The input section start

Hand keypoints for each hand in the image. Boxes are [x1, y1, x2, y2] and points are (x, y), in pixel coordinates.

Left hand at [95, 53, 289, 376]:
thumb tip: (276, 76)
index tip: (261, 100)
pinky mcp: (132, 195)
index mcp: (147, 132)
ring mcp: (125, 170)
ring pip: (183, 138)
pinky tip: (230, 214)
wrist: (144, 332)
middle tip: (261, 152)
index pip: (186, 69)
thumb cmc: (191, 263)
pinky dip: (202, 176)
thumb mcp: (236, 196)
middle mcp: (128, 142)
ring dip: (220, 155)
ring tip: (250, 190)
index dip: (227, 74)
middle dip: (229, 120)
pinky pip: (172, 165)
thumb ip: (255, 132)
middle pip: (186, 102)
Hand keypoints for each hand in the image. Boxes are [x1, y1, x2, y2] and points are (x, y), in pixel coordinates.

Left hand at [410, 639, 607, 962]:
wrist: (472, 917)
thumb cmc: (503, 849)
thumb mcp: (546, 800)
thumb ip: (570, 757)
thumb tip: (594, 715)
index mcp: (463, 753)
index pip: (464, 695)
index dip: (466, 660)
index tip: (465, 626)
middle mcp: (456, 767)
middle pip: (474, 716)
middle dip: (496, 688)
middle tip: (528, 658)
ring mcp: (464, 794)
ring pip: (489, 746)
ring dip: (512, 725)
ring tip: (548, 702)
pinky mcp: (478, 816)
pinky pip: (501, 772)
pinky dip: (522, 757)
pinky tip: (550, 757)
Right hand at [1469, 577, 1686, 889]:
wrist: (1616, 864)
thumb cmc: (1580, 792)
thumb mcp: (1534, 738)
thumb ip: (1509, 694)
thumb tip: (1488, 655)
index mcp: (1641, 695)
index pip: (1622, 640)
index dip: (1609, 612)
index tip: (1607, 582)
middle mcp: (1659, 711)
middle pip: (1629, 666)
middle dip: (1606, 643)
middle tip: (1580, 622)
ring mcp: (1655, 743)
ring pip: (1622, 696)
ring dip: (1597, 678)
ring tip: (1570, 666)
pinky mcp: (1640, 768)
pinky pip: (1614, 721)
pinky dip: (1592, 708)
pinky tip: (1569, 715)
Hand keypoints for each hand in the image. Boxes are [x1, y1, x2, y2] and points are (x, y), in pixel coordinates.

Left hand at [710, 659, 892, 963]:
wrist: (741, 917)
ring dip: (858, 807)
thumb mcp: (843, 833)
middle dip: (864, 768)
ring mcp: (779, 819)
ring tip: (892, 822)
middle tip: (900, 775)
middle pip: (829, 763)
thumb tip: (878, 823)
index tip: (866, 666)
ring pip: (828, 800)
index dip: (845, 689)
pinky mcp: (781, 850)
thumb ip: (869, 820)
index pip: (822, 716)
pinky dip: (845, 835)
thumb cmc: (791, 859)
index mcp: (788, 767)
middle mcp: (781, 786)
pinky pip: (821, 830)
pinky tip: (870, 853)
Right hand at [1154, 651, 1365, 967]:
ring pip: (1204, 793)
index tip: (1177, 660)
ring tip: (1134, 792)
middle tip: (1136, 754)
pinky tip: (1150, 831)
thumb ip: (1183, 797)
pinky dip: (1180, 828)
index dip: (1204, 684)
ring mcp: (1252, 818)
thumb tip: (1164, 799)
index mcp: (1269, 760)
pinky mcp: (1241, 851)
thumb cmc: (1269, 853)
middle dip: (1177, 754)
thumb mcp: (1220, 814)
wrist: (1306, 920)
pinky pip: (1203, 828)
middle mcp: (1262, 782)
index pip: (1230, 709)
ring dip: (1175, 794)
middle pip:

The input section end

*Directions for this task*
Send back all of the entries exactly, with nothing missing.

*Task response*
Hand keypoints for each hand in the image. Boxes are [x1, y1, x2, y2] and points are (x, y), in pixel coordinates.

Left hand at [95, 53, 289, 376]:
thumb tip: (276, 76)
index tip: (261, 100)
pinky mcp: (132, 195)
index mcp: (147, 132)
ring mcp: (125, 170)
ring pip: (183, 138)
pinky tip: (230, 214)
wrist: (144, 332)
middle tip: (261, 152)
index pip: (186, 69)
thumb cmc: (191, 263)
pinky dip: (202, 176)
thumb mcp: (236, 196)
middle mcp: (128, 142)
ring dip: (220, 155)
ring tip: (250, 190)
index dip: (227, 74)
middle dip: (229, 120)
pinky pip: (172, 165)
thumb ip: (255, 132)
middle pip: (186, 102)
Hand keypoints for each hand in the image. Boxes are [x1, y1, x2, y2] and points are (x, y), in pixel coordinates.

Left hand at [410, 639, 607, 962]:
wrist: (472, 917)
thumb cmc: (503, 849)
thumb mcp: (546, 800)
thumb ip: (570, 757)
thumb tip: (594, 715)
index mcp: (463, 753)
index pip: (464, 695)
index dip: (466, 660)
index tip: (465, 626)
middle mcp: (456, 767)
middle pip: (474, 716)
middle dip: (496, 688)
middle tip: (528, 658)
ring mcp: (464, 794)
ring pip: (489, 746)
ring dip: (512, 725)
ring tip: (548, 702)
pinky mcp: (478, 816)
pinky pip: (501, 772)
pinky dip: (522, 757)
pinky tip: (550, 757)
Right hand at [1469, 577, 1686, 889]:
wrist: (1616, 864)
thumb cmc: (1580, 792)
thumb mcp: (1534, 738)
thumb ip: (1509, 694)
thumb tip: (1488, 655)
index mcp: (1641, 695)
index pip: (1622, 640)
index dip: (1609, 612)
index tip: (1607, 582)
middle mcp: (1659, 711)
middle pip: (1629, 666)
middle dip: (1606, 643)
middle tip: (1580, 622)
ring mcp: (1655, 743)
ring pip: (1622, 696)
ring dip: (1597, 678)
ring tip: (1570, 666)
pinky mcp: (1640, 768)
pinky pip: (1614, 721)
pinky dip: (1592, 708)
pinky tip: (1569, 715)
Hand keypoints for each hand in the image. Boxes are [x1, y1, x2, y2] and points are (x, y), in pixel coordinates.

Left hand at [710, 659, 892, 963]:
wrist: (741, 917)
ring dip: (858, 807)
thumb mcp: (843, 833)
middle dip: (864, 768)
ring mcp: (779, 819)
ring tip: (892, 822)
middle tip: (900, 775)
middle pip: (829, 763)
thumb tip: (878, 823)
index tip: (866, 666)
ring pip: (828, 800)
index dip: (845, 689)
pinky mcp: (781, 850)
thumb ip: (869, 820)
index pip: (822, 716)
pinky dip: (845, 835)
thumb cmc: (791, 859)
index mcp: (788, 767)
middle mcp: (781, 786)
pinky pip: (821, 830)
pinky tip: (870, 853)
Right hand at [1154, 651, 1365, 967]:
ring pip: (1204, 793)
index tip: (1177, 660)
ring tip: (1134, 792)
middle tip: (1136, 754)
pinky tip: (1150, 831)
thumb ip: (1183, 797)
pinky dip: (1180, 828)
index dip: (1204, 684)
ring mcp: (1252, 818)
thumb tip: (1164, 799)
index mcp: (1269, 760)
pinky mcp: (1241, 851)
thumb cmc: (1269, 853)
middle dip: (1177, 754)
thumb mcp: (1220, 814)
wrist: (1306, 920)
pinky pip: (1203, 828)
middle mcp: (1262, 782)
index pip: (1230, 709)
ring dip: (1175, 794)
middle pip:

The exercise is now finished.